As the back cover says, the book “directs your gaze past your own shortcomings to the God who stands ready, willing, and able to make a new woman out of you.” It’s not about us—it’s about Him.
The book’s subtitle is “Allowing God to change us, from the inside out.” Having a Mary Spirit is filled with practical teaching, personal examples, and text boxes of focused tips and quotes. It never claims the road to change is easy, but it shows why God wants to change us and how we can cooperate. Sadly, He won’t just “zap” us into spiritual maturity.
Joanna Weaver looks at some of the causes of our failure to change: self-reliance, believing lies, and perhaps chief: our natural selves, who deep down oppose the change.
One area that stood out to me was Joanna’s focus on our thoughts: the lies we accept, and the feelings we believe over the truth. It’s not enough to merely recognize these things, so she gives us clear alternatives.

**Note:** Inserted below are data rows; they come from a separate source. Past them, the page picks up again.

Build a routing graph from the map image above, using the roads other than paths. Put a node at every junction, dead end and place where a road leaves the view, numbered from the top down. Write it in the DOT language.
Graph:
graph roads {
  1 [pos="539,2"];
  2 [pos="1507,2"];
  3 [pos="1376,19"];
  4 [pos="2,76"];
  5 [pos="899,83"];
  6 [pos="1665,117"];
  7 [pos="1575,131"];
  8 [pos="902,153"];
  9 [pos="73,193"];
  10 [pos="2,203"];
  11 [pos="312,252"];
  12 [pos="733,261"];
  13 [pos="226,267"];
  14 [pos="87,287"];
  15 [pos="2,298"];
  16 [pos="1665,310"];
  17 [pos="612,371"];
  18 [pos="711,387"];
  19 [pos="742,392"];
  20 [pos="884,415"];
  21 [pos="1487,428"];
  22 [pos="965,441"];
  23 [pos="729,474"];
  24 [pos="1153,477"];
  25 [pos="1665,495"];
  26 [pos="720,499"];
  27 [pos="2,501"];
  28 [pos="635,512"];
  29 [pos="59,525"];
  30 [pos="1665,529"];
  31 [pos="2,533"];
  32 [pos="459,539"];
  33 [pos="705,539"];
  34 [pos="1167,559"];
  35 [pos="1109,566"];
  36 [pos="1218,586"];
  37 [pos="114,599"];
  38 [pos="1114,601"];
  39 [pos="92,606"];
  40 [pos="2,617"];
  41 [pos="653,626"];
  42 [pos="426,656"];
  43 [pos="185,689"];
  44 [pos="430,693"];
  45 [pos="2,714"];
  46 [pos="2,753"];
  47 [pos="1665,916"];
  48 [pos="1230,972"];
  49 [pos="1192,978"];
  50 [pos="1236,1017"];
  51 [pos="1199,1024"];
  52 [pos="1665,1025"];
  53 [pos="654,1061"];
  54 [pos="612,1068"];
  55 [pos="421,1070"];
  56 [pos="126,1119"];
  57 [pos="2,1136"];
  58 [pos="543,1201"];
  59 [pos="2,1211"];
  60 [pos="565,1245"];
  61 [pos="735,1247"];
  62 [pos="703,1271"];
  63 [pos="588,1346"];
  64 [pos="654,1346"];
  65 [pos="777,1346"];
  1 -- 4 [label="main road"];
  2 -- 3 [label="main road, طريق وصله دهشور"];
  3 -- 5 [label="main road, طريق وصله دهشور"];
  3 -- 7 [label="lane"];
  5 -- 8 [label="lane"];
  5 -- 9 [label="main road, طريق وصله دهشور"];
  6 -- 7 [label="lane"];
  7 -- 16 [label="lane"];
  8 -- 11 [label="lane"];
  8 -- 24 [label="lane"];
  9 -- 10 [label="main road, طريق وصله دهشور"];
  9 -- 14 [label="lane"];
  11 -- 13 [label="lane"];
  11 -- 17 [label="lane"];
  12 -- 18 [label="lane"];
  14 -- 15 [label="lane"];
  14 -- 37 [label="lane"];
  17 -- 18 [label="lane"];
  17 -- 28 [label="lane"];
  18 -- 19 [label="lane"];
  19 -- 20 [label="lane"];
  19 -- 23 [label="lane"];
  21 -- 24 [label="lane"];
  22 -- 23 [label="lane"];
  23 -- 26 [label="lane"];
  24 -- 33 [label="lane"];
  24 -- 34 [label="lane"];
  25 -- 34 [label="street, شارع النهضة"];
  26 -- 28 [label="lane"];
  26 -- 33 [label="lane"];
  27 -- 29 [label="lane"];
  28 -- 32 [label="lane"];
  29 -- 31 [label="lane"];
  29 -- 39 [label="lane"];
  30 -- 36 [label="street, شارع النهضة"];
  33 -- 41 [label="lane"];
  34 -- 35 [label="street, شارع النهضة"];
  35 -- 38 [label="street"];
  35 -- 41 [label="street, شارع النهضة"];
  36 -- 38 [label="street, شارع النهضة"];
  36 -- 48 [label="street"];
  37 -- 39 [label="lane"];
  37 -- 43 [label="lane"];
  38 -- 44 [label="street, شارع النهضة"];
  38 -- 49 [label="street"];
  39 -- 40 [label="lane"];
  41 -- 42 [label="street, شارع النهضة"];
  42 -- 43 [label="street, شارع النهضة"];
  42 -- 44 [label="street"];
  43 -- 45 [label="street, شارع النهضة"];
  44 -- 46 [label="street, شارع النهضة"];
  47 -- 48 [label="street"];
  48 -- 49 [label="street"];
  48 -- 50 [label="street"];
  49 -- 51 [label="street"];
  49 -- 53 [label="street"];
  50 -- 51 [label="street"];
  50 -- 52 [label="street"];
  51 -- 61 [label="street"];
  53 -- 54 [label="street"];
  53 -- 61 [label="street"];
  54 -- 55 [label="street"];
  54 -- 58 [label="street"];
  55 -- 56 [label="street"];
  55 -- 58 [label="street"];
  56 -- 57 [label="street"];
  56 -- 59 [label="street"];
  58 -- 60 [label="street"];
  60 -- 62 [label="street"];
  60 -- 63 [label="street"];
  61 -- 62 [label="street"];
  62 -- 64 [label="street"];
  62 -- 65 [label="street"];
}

For example, the chapter titled “Mind Control” offers scripture antidotes for various feelings like fear, anger, depression or confusion. I’ve found that declaring biblical truth saps a lot of impact from these feelings, so I can put them in their place and deal with what may have caused them. (Interestingly, they’re often caused by my natural self, “Flesh Woman” as Joanna calls her, trying to pull me back from God-focus to me-focus.)
The book shows that having a Mary spirit requires guarding our minds and hearts—and of course, trusting God. It includes a Bible study guide for individuals or groups, as well as other resources.
Having a Mary Spirit is definitely a keeper. It encouraged and ministered to me, and I’ll need to go back through it at times for a refresher lesson or two. You can read an excerpt here and download a reproducible Bible study guide and leader’s guide here.
The study guide is the same as the one in the book, but it lets you write workbook-style instead of squeezing your thoughts into a bound book. (And it keeps your book unmarked so you can share it.)
Joanna Weaver’s Having a Mary Heart in a Martha World is a best-seller, and I expect Having a Mary Spirit will be too if it isn’t already. These aren’t trendy books with limited shelf life. They apply to the perennial needs of Christian women.
Joanna is also the author of With This Ring, a gift book that “celebrates the beauty, delight, and mystery of married love”. And I’m excited to discover that her next book, The Lazarus Factor, will release in February 2011.